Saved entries

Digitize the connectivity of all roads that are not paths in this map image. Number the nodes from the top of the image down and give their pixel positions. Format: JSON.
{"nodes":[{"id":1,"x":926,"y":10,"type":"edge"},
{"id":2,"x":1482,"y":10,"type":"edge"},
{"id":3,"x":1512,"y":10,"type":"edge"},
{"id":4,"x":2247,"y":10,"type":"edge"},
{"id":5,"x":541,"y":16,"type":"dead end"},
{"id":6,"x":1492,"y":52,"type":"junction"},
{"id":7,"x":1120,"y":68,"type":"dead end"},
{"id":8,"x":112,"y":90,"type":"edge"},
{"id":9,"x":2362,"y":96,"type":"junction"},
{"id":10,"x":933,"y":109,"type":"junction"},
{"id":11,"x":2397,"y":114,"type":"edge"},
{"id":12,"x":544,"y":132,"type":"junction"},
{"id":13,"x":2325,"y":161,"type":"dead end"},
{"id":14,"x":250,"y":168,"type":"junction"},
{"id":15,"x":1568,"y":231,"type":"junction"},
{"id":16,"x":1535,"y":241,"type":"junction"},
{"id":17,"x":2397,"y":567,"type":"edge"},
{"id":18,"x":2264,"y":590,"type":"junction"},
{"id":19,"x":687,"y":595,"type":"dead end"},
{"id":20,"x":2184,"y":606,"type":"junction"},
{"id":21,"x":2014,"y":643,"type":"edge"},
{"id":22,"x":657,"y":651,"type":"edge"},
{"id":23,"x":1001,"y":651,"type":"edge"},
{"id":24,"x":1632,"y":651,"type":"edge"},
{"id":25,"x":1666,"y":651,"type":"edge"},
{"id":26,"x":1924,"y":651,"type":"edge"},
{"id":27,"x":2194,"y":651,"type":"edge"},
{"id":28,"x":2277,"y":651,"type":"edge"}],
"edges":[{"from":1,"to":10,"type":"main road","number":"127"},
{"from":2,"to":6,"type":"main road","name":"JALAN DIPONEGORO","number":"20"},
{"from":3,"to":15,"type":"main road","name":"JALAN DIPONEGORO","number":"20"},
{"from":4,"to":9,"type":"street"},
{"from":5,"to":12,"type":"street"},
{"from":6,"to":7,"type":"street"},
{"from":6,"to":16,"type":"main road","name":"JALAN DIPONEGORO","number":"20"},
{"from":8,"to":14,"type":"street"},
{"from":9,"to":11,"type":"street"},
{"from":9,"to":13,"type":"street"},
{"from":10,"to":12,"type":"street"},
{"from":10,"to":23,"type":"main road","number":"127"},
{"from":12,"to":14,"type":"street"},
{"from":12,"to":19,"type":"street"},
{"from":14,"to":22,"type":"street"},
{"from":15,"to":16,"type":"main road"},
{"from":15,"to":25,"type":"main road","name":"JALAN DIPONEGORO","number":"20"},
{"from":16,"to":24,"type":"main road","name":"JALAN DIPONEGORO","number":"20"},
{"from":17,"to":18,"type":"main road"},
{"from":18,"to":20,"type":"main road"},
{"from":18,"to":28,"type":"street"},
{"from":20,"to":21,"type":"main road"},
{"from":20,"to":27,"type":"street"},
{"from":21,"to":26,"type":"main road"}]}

__Your objective__: The reply is a bare number, the count of lines in these entries that hold the word "junction".

__Task answer__: 9